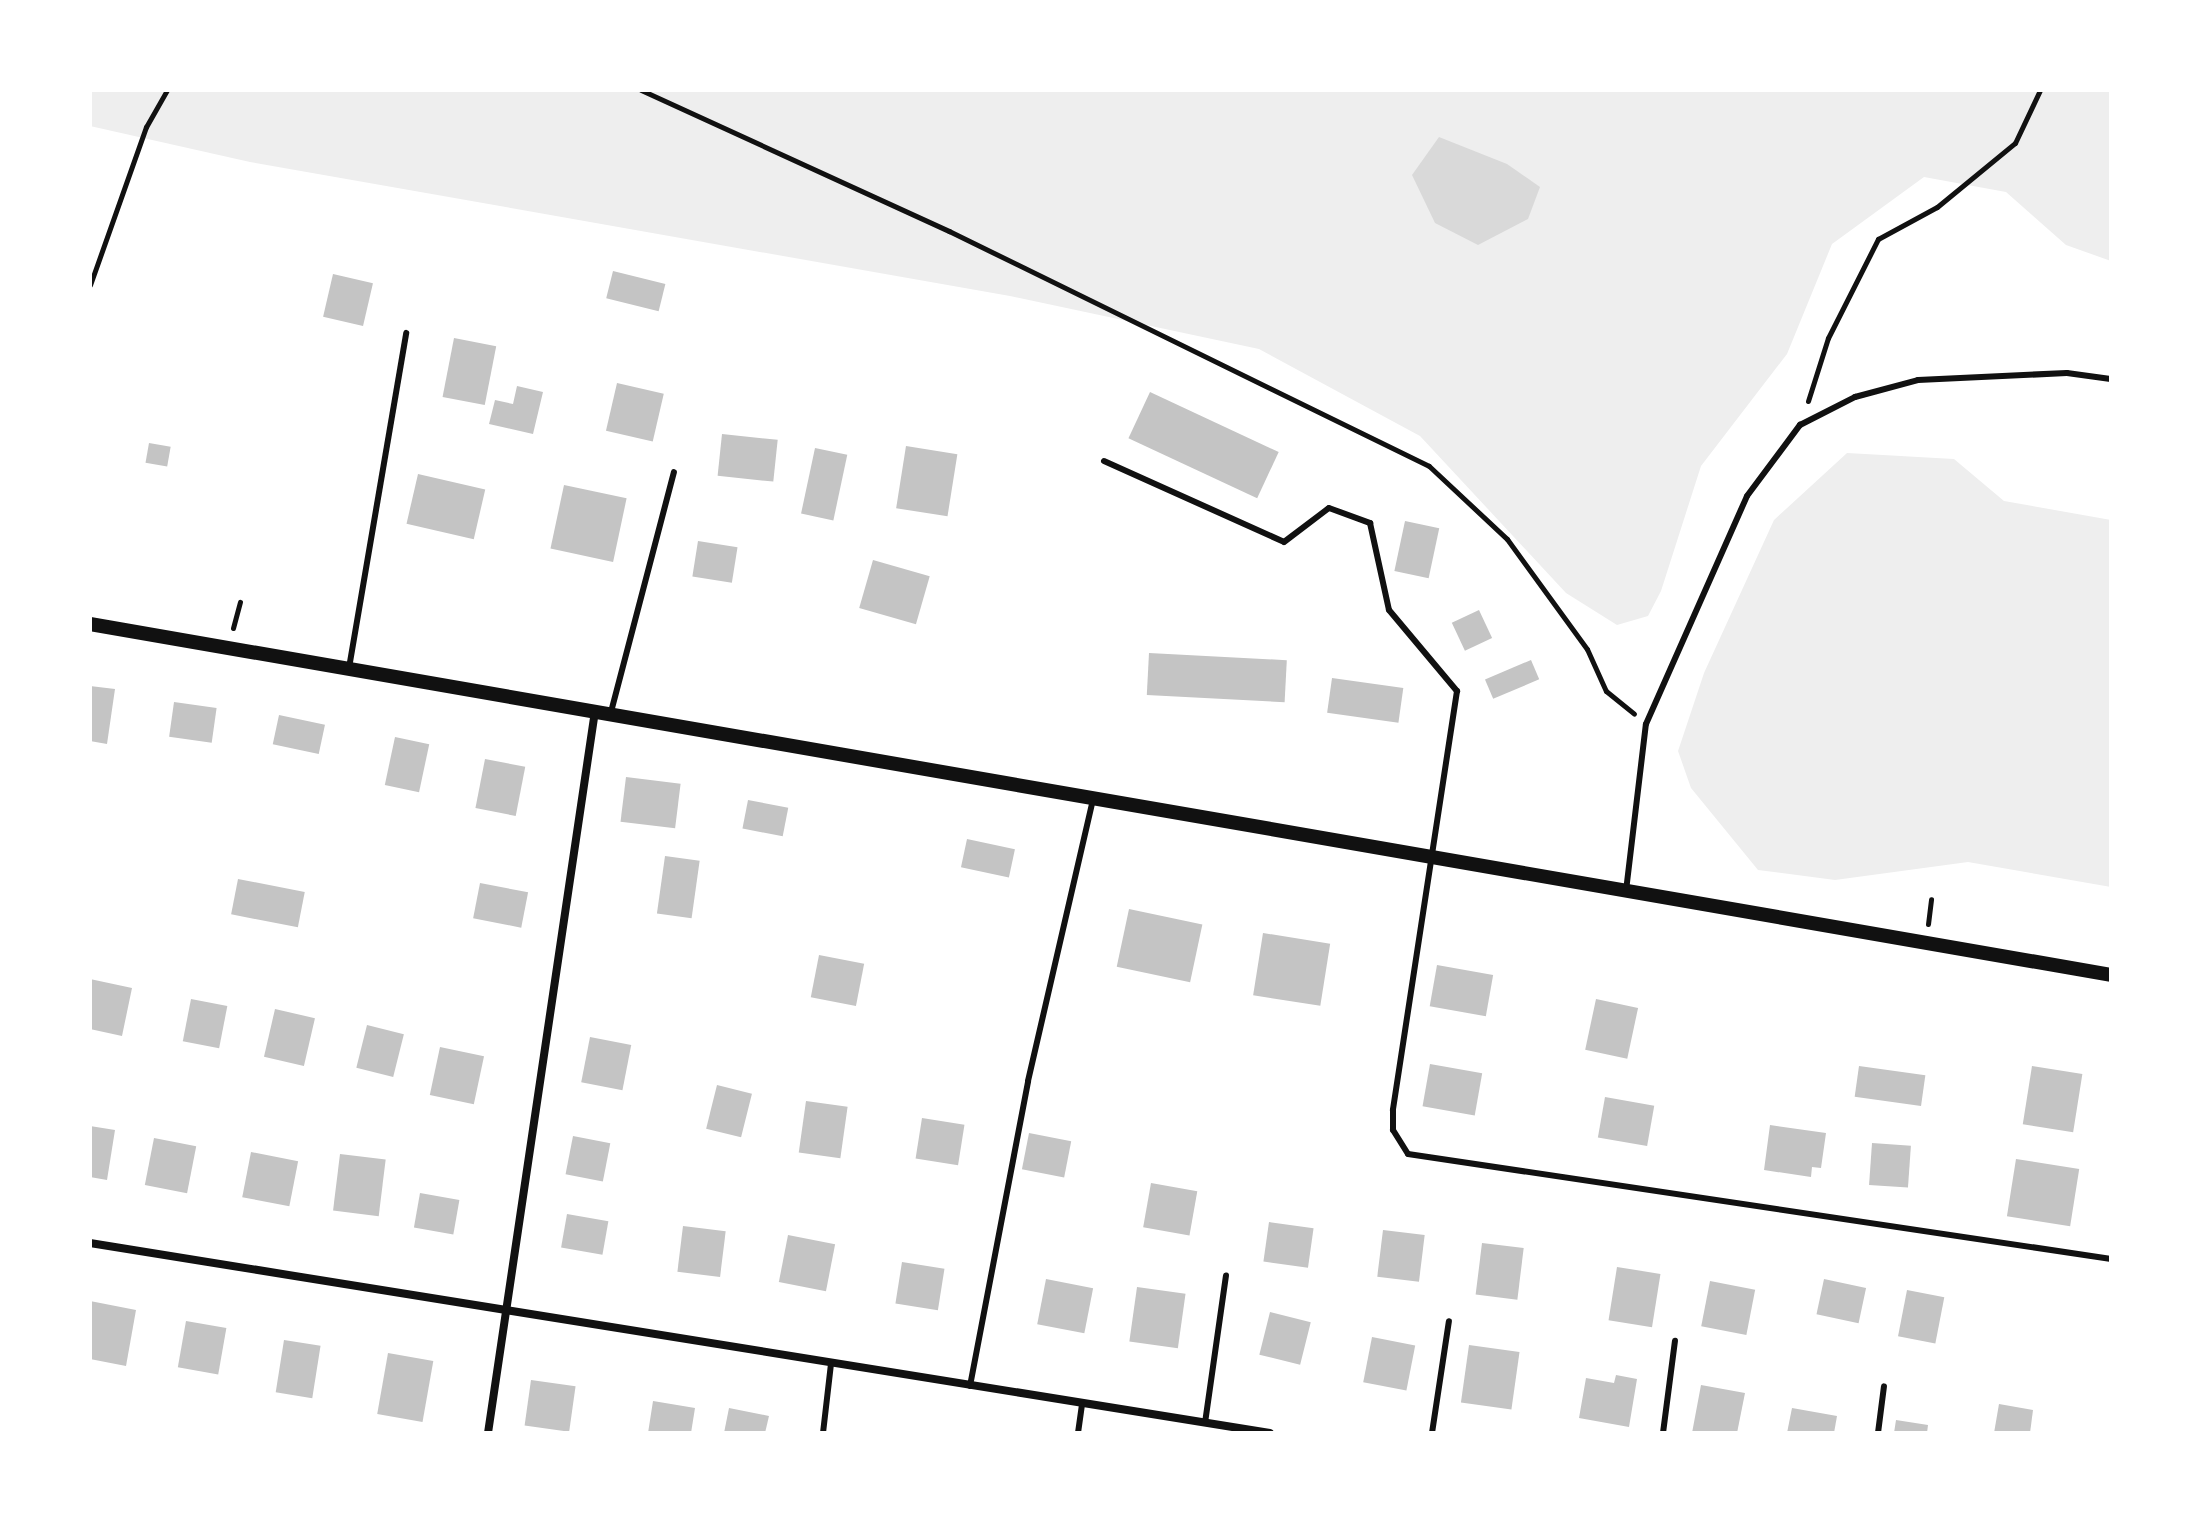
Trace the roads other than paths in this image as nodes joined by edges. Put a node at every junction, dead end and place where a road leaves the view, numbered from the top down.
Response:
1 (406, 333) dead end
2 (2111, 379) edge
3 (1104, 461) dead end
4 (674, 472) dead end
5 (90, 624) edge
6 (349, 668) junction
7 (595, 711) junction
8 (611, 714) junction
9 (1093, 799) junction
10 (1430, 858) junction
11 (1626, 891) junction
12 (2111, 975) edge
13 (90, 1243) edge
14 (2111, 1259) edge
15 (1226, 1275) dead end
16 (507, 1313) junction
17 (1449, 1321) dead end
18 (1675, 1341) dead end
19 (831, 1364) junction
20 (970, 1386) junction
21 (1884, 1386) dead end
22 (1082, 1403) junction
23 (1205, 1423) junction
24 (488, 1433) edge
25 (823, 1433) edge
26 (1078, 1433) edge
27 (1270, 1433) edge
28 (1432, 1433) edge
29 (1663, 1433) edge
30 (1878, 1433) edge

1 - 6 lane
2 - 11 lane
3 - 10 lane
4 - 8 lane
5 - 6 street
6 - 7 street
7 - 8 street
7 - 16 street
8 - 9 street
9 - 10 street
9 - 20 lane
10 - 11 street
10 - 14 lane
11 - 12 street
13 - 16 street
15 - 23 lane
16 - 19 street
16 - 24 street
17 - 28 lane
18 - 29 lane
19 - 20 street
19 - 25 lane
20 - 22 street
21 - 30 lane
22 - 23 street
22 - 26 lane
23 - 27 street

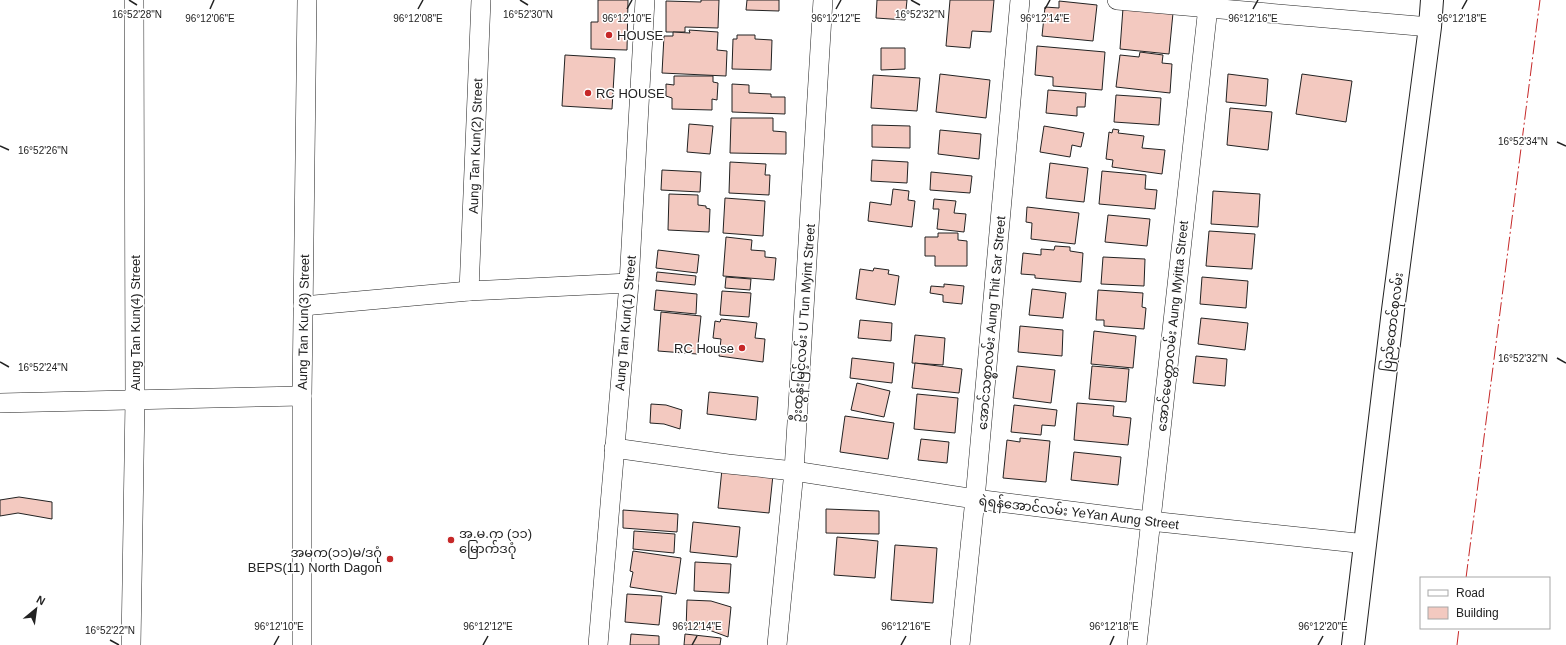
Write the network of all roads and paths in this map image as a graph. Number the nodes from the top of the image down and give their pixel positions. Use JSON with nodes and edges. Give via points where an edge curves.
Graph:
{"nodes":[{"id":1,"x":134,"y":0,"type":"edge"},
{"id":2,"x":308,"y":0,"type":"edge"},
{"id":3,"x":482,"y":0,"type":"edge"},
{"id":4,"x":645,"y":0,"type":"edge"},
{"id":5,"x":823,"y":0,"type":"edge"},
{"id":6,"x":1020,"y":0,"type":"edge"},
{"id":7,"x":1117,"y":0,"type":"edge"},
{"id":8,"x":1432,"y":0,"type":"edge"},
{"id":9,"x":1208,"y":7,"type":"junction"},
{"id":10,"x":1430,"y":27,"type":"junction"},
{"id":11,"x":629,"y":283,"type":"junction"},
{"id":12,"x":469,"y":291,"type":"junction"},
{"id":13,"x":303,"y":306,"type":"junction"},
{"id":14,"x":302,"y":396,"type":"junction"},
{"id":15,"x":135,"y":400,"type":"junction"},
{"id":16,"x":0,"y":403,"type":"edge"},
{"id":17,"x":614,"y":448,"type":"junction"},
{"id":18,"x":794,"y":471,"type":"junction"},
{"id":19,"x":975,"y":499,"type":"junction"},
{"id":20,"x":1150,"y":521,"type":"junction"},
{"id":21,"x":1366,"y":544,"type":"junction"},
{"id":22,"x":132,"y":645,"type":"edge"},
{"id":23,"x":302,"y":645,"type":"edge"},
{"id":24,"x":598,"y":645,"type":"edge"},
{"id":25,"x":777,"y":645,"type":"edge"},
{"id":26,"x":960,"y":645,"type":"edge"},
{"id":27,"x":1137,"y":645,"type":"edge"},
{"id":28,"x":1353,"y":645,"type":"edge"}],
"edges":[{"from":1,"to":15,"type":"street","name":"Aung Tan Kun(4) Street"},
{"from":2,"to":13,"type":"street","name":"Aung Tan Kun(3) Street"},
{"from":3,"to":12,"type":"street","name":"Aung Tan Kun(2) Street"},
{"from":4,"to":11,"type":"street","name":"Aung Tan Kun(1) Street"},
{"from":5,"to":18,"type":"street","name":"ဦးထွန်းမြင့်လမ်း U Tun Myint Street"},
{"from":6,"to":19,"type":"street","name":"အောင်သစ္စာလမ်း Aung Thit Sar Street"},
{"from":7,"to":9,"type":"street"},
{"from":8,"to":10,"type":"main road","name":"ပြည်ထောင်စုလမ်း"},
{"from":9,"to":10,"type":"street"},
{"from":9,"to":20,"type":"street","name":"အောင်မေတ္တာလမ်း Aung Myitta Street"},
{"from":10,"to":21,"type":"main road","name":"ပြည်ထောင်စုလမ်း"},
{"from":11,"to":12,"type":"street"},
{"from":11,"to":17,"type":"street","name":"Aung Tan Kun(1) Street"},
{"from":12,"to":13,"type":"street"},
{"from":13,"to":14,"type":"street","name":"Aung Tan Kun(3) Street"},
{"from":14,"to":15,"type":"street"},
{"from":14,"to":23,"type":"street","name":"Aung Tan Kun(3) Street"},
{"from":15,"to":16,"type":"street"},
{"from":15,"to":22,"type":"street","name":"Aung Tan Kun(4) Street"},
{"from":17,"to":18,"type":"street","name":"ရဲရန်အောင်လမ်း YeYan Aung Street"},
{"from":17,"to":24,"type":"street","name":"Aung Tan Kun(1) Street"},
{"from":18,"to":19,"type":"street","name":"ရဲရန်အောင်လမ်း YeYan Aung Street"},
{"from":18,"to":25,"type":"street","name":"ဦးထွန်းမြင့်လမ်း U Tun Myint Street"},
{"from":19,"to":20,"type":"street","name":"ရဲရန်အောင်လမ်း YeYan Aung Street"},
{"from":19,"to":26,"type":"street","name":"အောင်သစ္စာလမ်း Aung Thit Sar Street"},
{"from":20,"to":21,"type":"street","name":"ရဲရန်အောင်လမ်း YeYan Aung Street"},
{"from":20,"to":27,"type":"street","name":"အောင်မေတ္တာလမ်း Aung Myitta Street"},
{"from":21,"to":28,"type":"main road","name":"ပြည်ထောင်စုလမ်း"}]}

_ _ _ _

• THE PROBLEM
Every line that includes "YeYan" must be copied from the material above.

• ANSWER TO THIS PROBLEM
{"from":17,"to":18,"type":"street","name":"ရဲရန်အောင်လမ်း YeYan Aung Street"},
{"from":18,"to":19,"type":"street","name":"ရဲရန်အောင်လမ်း YeYan Aung Street"},
{"from":19,"to":20,"type":"street","name":"ရဲရန်အောင်လမ်း YeYan Aung Street"},
{"from":20,"to":21,"type":"street","name":"ရဲရန်အောင်လမ်း YeYan Aung Street"},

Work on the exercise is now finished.